Harry shrugged. “No information yet,” he said.

That diffidence again, Norman thought. What was Harry really thinking?

“Well, this craft is half a mile long,” Barnes said. “We have a lot more to see.”

“I wonder if they had a flight recorder,” Norman said.

“You mean like a commercial airliner?”

“Yes. Something to record the activity of the ship on its voyage.”

“They must have,” Harry said. “Trace the dummy cable back, you’re sure to find it. I’d like to see that recorder, too. In fact, I would say it is crucial.”

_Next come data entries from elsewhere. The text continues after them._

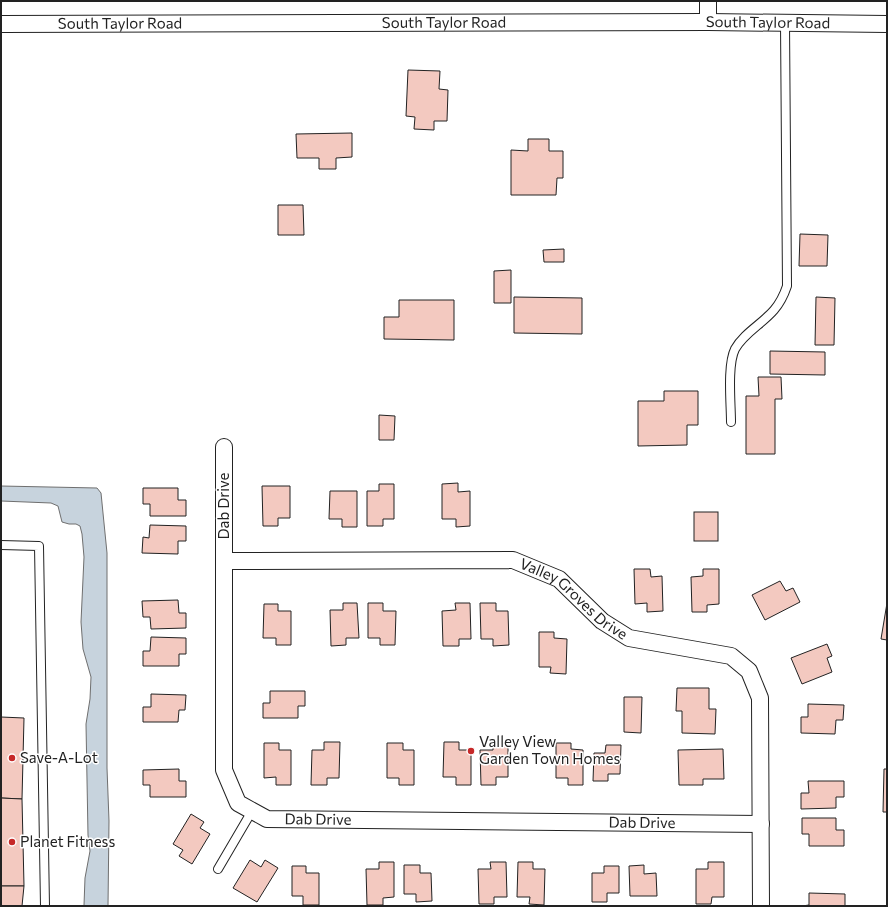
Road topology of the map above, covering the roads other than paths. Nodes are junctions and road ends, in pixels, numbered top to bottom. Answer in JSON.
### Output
{"nodes":[{"id":1,"x":708,"y":1,"type":"edge"},
{"id":2,"x":708,"y":22,"type":"junction"},
{"id":3,"x":785,"y":23,"type":"junction"},
{"id":4,"x":1,"y":24,"type":"edge"},
{"id":5,"x":887,"y":24,"type":"edge"},
{"id":6,"x":731,"y":422,"type":"dead end"},
{"id":7,"x":224,"y":447,"type":"dead end"},
{"id":8,"x":1,"y":545,"type":"edge"},
{"id":9,"x":224,"y":561,"type":"junction"},
{"id":10,"x":252,"y":811,"type":"junction"},
{"id":11,"x":761,"y":824,"type":"junction"},
{"id":12,"x":218,"y":869,"type":"dead end"},
{"id":13,"x":45,"y":906,"type":"edge"},
{"id":14,"x":761,"y":906,"type":"edge"}],
"edges":[{"from":1,"to":2,"type":"street"},
{"from":2,"to":3,"type":"street","name":"South Taylor Road"},
{"from":2,"to":4,"type":"street","name":"South Taylor Road"},
{"from":3,"to":5,"type":"street","name":"South Taylor Road"},
{"from":3,"to":6,"type":"lane"},
{"from":7,"to":9,"type":"street","name":"Dab Drive"},
{"from":8,"to":13,"type":"lane"},
{"from":9,"to":10,"type":"street","name":"Dab Drive"},
{"from":9,"to":11,"type":"street","name":"Valley Groves Drive"},
{"from":10,"to":11,"type":"street","name":"Dab Drive"},
{"from":10,"to":12,"type":"lane"},
{"from":11,"to":14,"type":"street","name":"Valley Groves Drive"}]}
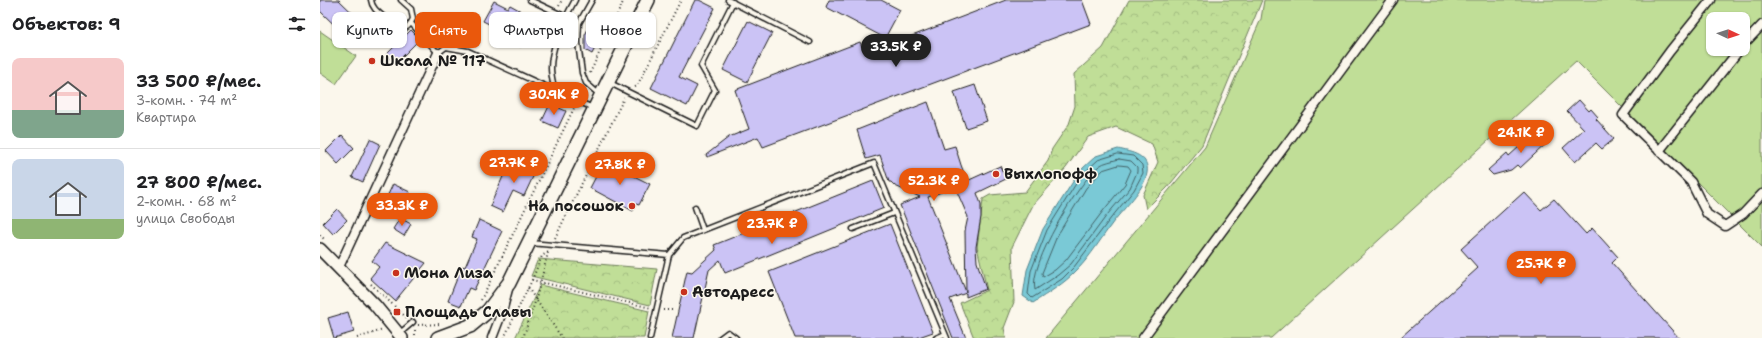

Norman was looking at the console, lifting up a keyboard panel. “Look here,” he said. “I found a date.”

They clustered around. There was a stamp in the plastic beneath the keyboard. “Intel Inc. Made in U.S.A. Serial No: 98004077 8/5/43.”

“August 5, 2043?”

“Looks like it.”

“So we’re walking through a ship fifty-odd years before it’s going to be built…”

“This is giving me a headache.”

“Look here.” Beth had moved forward from the console deck, into what looked like living quarters. There were twenty bunk beds.

“Crew of twenty? If it took three people to fly it, what were the other seventeen for?”

Nobody had an answer to that.

Next, they entered a large kitchen, a toilet, living quarters. Everything was new and sleekly designed, but recognizable for what it was.

“You know, Hal, this is a lot more comfortable than DH-8.”

“Yes, maybe we should move in here.”

“Absolutely not,” Barnes said. “We’re studying this ship, not living in it. We’ve got a lot more work to do before we even begin to know what this is all about.”

“It’d be more efficient to live here while we explore it.”

“I don’t want to live here,” Harry said. “It gives me the creeps.”

“Me too,” Beth said.

They had been aboard the ship for an hour now, and Norman’s feet hurt. That was another thing he hadn’t anticipated: while exploring a large spacecraft from the future, your feet could begin to hurt.

But Barnes continued on.

Leaving the crew quarters, they entered a vast area of narrow walkways set out between great sealed compartments that stretched ahead as far as they could see. The compartments turned out to be storage bays of immense size. They opened one bay and found it was filled with heavy plastic containers, which looked rather like the loading containers of contemporary airliners, except many times larger. They opened one container.

“No kidding,” Barnes said, peering inside. “What is it?”

“Food.”

The food was wrapped in layers of lead foil and plastic, like NASA rations. Ted picked one up. “Food from the future!” he said, and smacked his lips.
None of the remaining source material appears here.